Metapontum was founded by Achaean Greek settlers from the northern Peloponnese in the late 7th century BC.  These settlers chose a site between the mouths of the Bradano and Basento Rivers on the Ionian coast of Italy (the "instep" of the peninsula). The colony quickly grew to achieve great wealth and influence among the Western Greek colonies, probably largely thanks to its large and very fertile chora (agricultural territory) and its position on the busy maritime trade route connecting Greece to the Western Mediterranean. But by the mid-5th century the Metapontines entered a period of severe social and economic decline as the power of neighboring Taras (modern Taranto) grew rapidly and massive environmental changes reduced the productivity of the chora. A brief revitalization in the 4th century was followed by involvement in the 3rd century in two devastating wars against the advancing Romans, which dramatically reduced the population in both city and countryside. By the time of the first Roman emperors the chora of Metapontum, once dotted with hundreds of family farms, hosted only a handful of farming families, while the ruins of the city supported a meager population centered around the moribund port.

From Late Antiquity (4th-6th centuries AD) to the 19th century the "Metapontino" (as the former colonial chora came to be known) was occupied by a few isolated farmsteads and hamlets; the majority of the population withdrew into hilltop towns like Bernalda and Pisticci to escape the swampy conditions along the coast. After a large-scale reclamation and redistribution of land in the mid-20th century, the Metapontino today supports a thriving agricultural sector specializing in high-value crops (oranges, peaches, etc.) sold for export to colder European markets. The ancient city, located in the 18th century and ruthlessly despoiled of its stone in the late 19th century during construction of the Taranto-Reggio Calabria railway, became the object of regular and ongoing archaeological investigation in the 1960s. Because of its virtual abandonment for nearly two millennia, the chora of Metapontum contains an unusually well-preserved archaeological record of human settlement from prehistoric to recent times, but that record is being damaged and even erased at an alarming rate by the mechanization and intensive construction that have propelled the region's post-war agricultural development.

The Metaponto project, a study of the rural population in Classical Greek times (as well as its predecessors and successors), came into existence at a particularly opportune moment for this subject. In the late 1960s and early 1970s, Classical archaeologists and ancient historians "discovered" that much of the population of the Greek world did not live in urban centers, as previously supposed, but rather in the chorai (agricultural territories) surrounding them.
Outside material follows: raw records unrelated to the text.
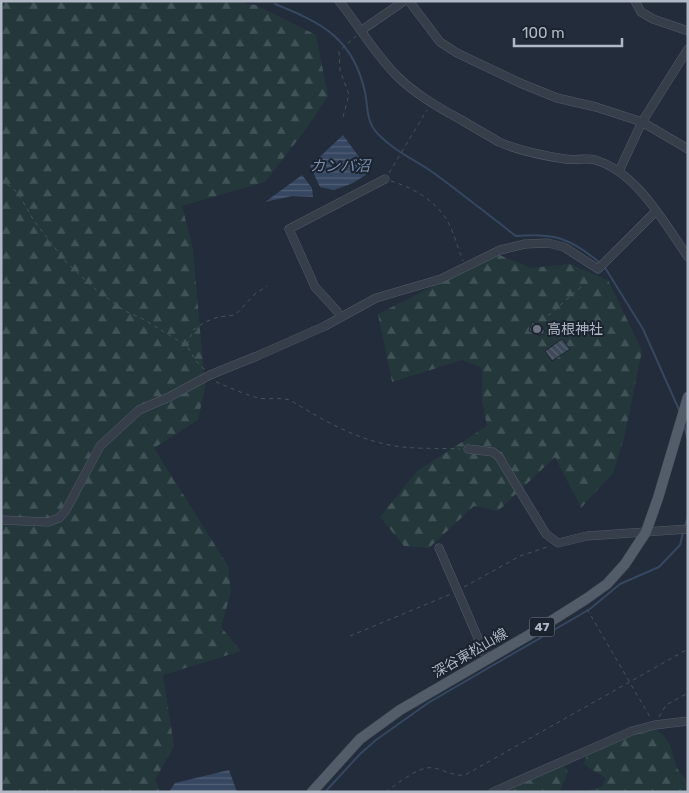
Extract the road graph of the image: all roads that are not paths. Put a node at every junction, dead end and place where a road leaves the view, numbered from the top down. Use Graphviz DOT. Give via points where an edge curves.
graph roads {
  1 [pos="339,1"];
  2 [pos="404,1"];
  3 [pos="409,1"];
  4 [pos="635,1"];
  5 [pos="362,30"];
  6 [pos="688,31"];
  7 [pos="688,49"];
  8 [pos="642,122"];
  9 [pos="688,149"];
  10 [pos="619,171"];
  11 [pos="385,179"];
  12 [pos="656,211"];
  13 [pos="688,257"];
  14 [pos="337,310"];
  15 [pos="688,397"];
  16 [pos="468,449"];
  17 [pos="1,520"];
  18 [pos="688,530"];
  19 [pos="646,532"];
  20 [pos="439,548"];
  21 [pos="487,659"];
  22 [pos="688,721"];
  23 [pos="312,792"];
  24 [pos="493,792"];
  1 -- 5 [label="street"];
  2 -- 5 [label="street"];
  3 -- 8 [label="street" via="440,42 457,53 557,98"];
  4 -- 6 [label="street" via="642,12 653,19"];
  5 -- 10 [label="street" via="397,77 414,91 500,142 566,160 595,159"];
  7 -- 8 [label="street"];
  8 -- 9 [label="street"];
  8 -- 10 [label="street"];
  10 -- 12 [label="street"];
  11 -- 14 [label="street" via="289,230 314,288"];
  12 -- 13 [label="street"];
  12 -- 17 [label="street" via="598,269 564,247 548,243 500,250 441,279 376,298 324,326 210,375 139,410 110,436 100,446 60,518 48,522"];
  15 -- 19 [label="main road, 深谷東松山線 / 47"];
  16 -- 19 [label="street" via="492,452 499,457 546,534 558,543 587,536"];
  18 -- 19 [label="street"];
  19 -- 21 [label="main road, 深谷東松山線 / 47" via="607,584"];
  20 -- 21 [label="street"];
  21 -- 23 [label="main road, 深谷東松山線 / 47" via="400,710 360,739"];
  22 -- 24 [label="street" via="632,730"];
}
Interest in ancient rural populations was manifest in Western Europe in conferences, edited volumes, and in a handful of pioneering archaeological projects, such as Michael Jameson's survey of the southern Argolid. In Eastern Europe along the shores of the Black Sea, but out of touch with the West, studies of chorai had been underway already for decades (see Chersonesos).

Concomitant with this scholarly interest were major changes in land management (building, deep-plowing) that threatened, and in many instances destroyed, the evidence for rural settlement. A sense of urgency inspired the early work and still does. Developments in the field of archaeology, especially Classical archaeology, were another stimulus. Under the influence of prehistoric archaeology, the Metaponto project, as others, became multi-disciplinary and incorporated intensive field survey as a leading and integral element. Computers and information technology were applied to the research starting in the early 1980s, as they began to transform the way the world works.  Survey and excavations of rural sites in the chora of Metapontum, organized as part of a vast integrated study of Greek colonies, rural populations, and indigenous sites in the interior of Basilicata by Prof. Dinu Adamesteanu (the first regional Superintendent of Antiquities) in 1964, were the forerunners and direct inspiration for ICA's projects. In fact, the creation of ICA was in no small part due to Adamesteanu's constant encouragement.